Provided information:

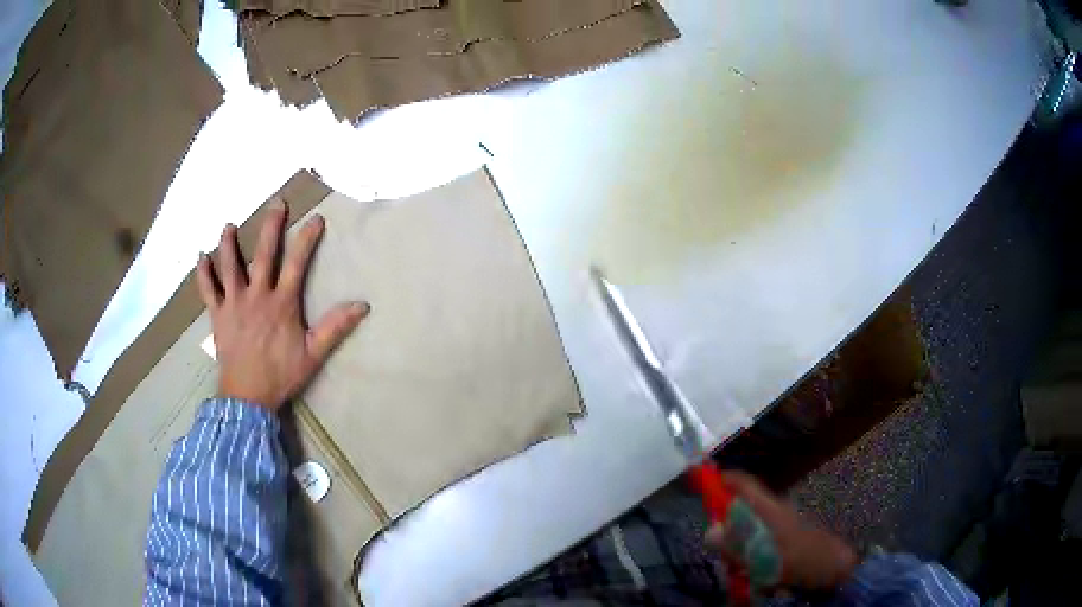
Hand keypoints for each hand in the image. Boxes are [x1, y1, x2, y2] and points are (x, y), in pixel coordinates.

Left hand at [196, 202, 368, 411]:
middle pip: (264, 254)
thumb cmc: (280, 375)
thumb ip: (335, 327)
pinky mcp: (217, 315)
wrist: (247, 397)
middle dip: (271, 226)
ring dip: (229, 243)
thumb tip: (362, 305)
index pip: (297, 263)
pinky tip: (201, 258)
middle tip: (276, 203)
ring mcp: (234, 303)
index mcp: (281, 303)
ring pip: (230, 265)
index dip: (307, 239)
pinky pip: (208, 289)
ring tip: (229, 225)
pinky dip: (203, 273)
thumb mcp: (313, 354)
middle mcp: (257, 295)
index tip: (316, 218)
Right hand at [706, 471, 858, 591]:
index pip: (742, 483)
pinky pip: (755, 546)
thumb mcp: (767, 556)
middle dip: (724, 528)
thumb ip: (738, 545)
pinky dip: (748, 560)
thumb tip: (710, 531)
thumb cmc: (803, 558)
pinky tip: (754, 576)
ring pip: (745, 532)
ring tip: (741, 571)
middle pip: (737, 510)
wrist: (834, 569)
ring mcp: (777, 527)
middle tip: (720, 551)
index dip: (721, 480)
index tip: (699, 485)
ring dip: (736, 550)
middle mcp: (771, 512)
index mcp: (769, 508)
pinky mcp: (780, 542)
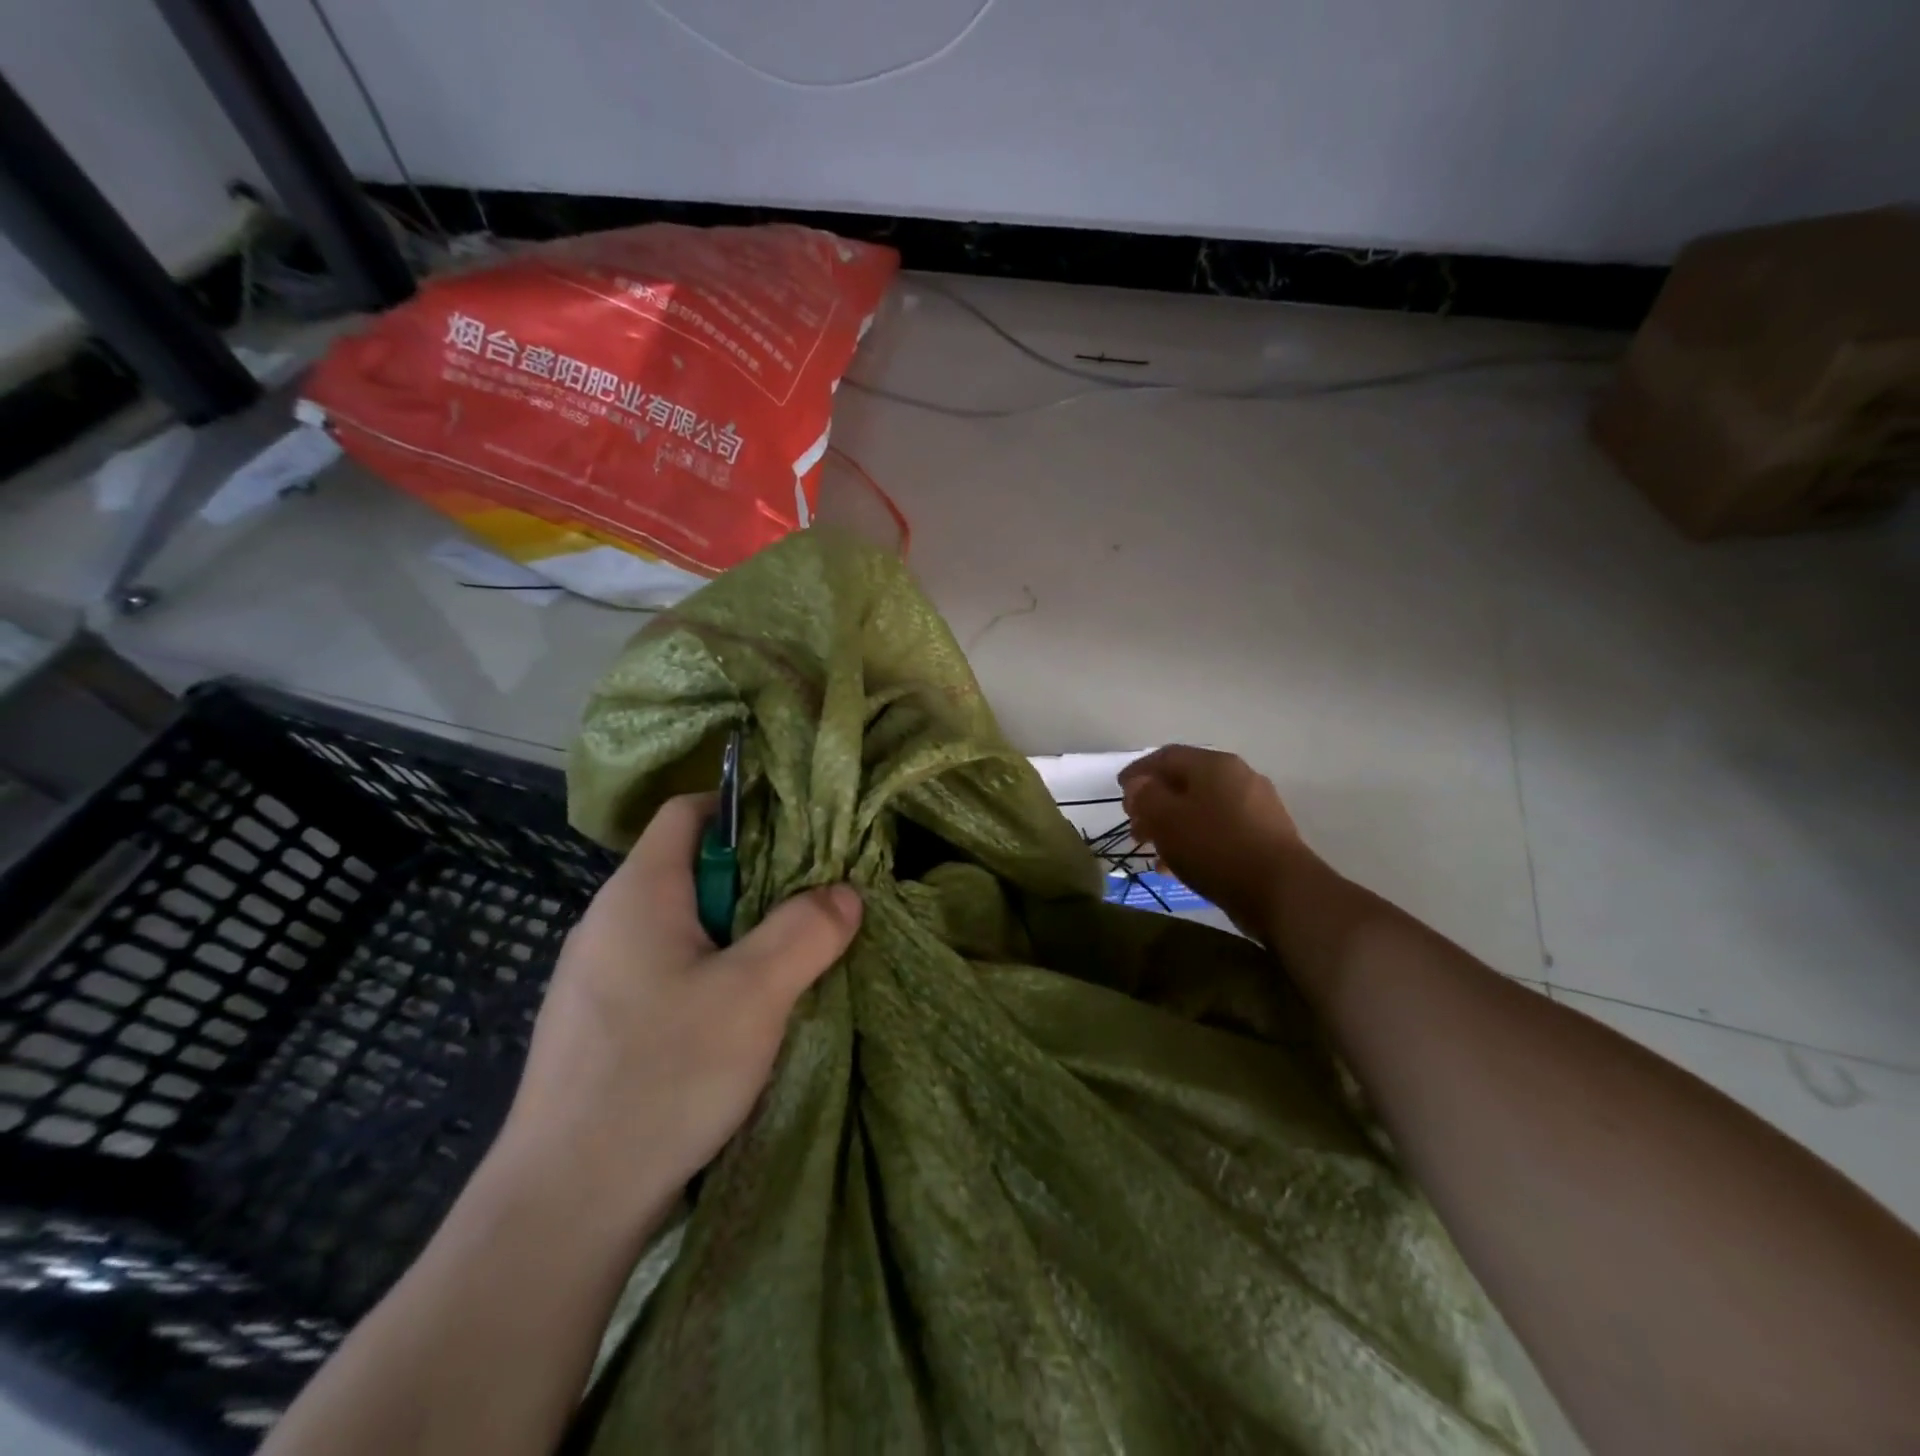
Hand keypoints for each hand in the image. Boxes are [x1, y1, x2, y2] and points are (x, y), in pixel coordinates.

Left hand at [493, 793, 861, 1228]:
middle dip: (756, 880)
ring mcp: (597, 975)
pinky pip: (664, 970)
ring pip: (682, 925)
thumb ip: (807, 931)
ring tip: (787, 960)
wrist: (563, 1205)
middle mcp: (609, 921)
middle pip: (690, 868)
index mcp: (639, 893)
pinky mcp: (599, 1023)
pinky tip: (739, 1017)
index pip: (688, 811)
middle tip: (811, 904)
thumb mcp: (755, 994)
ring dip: (736, 934)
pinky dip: (709, 974)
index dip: (742, 809)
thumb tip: (845, 892)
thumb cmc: (662, 1074)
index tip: (799, 834)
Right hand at [1120, 745, 1305, 939]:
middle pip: (1185, 783)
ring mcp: (1256, 808)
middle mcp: (1238, 778)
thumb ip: (1146, 796)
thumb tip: (1140, 785)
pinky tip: (1180, 866)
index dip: (1138, 772)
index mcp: (1214, 765)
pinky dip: (1195, 841)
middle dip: (1155, 804)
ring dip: (1172, 826)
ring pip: (1202, 809)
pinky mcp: (1265, 837)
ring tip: (1153, 851)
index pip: (1167, 756)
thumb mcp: (1167, 819)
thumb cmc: (1215, 846)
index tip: (1119, 792)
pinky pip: (1219, 831)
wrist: (1280, 891)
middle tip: (1135, 827)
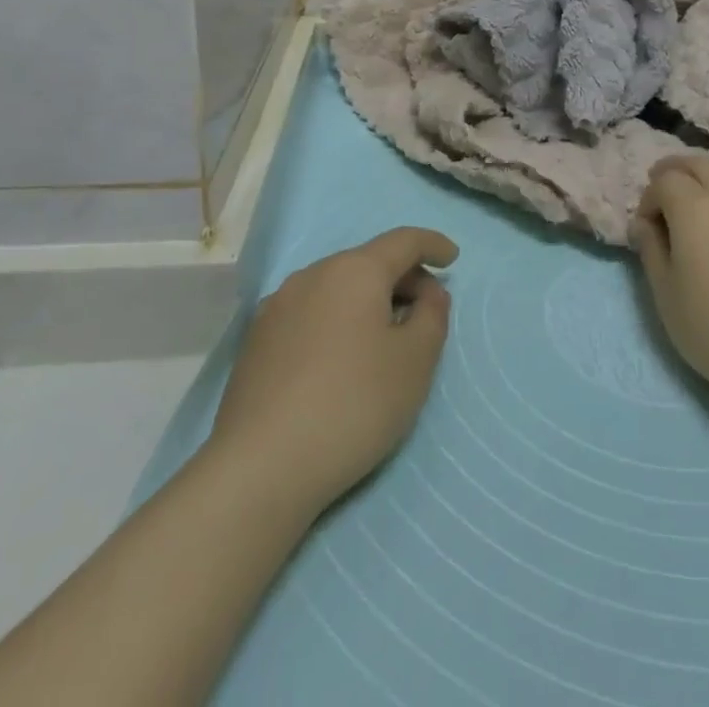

Activity:
With the pictures left out, copy exactly the lines from the one containing "index pip: (1167, 756)" through the final line of the records above, both included.

Reply:
index pip: (1167, 756)
thumb mcp: (1167, 819)
thumb cmc: (1215, 846)
index tip: (1119, 792)
pinky pip: (1219, 831)
wrist: (1280, 891)
middle tip: (1135, 827)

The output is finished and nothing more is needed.